**Source information**

= Beginning of Section =

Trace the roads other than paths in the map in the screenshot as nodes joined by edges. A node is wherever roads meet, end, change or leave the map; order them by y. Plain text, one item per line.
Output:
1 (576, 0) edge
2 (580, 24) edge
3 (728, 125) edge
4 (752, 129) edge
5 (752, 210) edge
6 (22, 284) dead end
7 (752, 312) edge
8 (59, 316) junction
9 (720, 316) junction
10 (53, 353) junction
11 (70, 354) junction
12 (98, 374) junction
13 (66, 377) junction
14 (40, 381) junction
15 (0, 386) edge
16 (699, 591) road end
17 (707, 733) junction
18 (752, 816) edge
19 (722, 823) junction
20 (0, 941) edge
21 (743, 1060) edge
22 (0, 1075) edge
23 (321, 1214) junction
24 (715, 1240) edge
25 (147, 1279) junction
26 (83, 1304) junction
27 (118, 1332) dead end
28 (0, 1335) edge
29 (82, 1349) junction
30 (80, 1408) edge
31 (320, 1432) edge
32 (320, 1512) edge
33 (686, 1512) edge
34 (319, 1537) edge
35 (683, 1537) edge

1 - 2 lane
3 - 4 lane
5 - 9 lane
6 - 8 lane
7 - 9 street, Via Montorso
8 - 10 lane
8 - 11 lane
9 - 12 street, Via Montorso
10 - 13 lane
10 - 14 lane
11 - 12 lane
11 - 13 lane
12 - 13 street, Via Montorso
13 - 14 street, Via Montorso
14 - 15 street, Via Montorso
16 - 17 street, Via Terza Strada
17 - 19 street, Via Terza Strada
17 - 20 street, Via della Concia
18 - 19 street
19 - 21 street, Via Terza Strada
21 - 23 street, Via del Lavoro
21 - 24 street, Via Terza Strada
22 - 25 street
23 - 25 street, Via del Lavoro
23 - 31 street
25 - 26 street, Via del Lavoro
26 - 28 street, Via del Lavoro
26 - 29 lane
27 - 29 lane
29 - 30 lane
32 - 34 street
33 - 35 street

= End of Section =

**How to complete this task**
Could you retype the whole listing above without altering a word?

**Written response**
Trace the roads other than paths in the map in the screenshot as nodes joined by edges. A node is wherever roads meet, end, change or leave the map; order them by y. Plain text, one item per line.
Output:
1 (576, 0) edge
2 (580, 24) edge
3 (728, 125) edge
4 (752, 129) edge
5 (752, 210) edge
6 (22, 284) dead end
7 (752, 312) edge
8 (59, 316) junction
9 (720, 316) junction
10 (53, 353) junction
11 (70, 354) junction
12 (98, 374) junction
13 (66, 377) junction
14 (40, 381) junction
15 (0, 386) edge
16 (699, 591) road end
17 (707, 733) junction
18 (752, 816) edge
19 (722, 823) junction
20 (0, 941) edge
21 (743, 1060) edge
22 (0, 1075) edge
23 (321, 1214) junction
24 (715, 1240) edge
25 (147, 1279) junction
26 (83, 1304) junction
27 (118, 1332) dead end
28 (0, 1335) edge
29 (82, 1349) junction
30 (80, 1408) edge
31 (320, 1432) edge
32 (320, 1512) edge
33 (686, 1512) edge
34 (319, 1537) edge
35 (683, 1537) edge

1 - 2 lane
3 - 4 lane
5 - 9 lane
6 - 8 lane
7 - 9 street, Via Montorso
8 - 10 lane
8 - 11 lane
9 - 12 street, Via Montorso
10 - 13 lane
10 - 14 lane
11 - 12 lane
11 - 13 lane
12 - 13 street, Via Montorso
13 - 14 street, Via Montorso
14 - 15 street, Via Montorso
16 - 17 street, Via Terza Strada
17 - 19 street, Via Terza Strada
17 - 20 street, Via della Concia
18 - 19 street
19 - 21 street, Via Terza Strada
21 - 23 street, Via del Lavoro
21 - 24 street, Via Terza Strada
22 - 25 street
23 - 25 street, Via del Lavoro
23 - 31 street
25 - 26 street, Via del Lavoro
26 - 28 street, Via del Lavoro
26 - 29 lane
27 - 29 lane
29 - 30 lane
32 - 34 street
33 - 35 street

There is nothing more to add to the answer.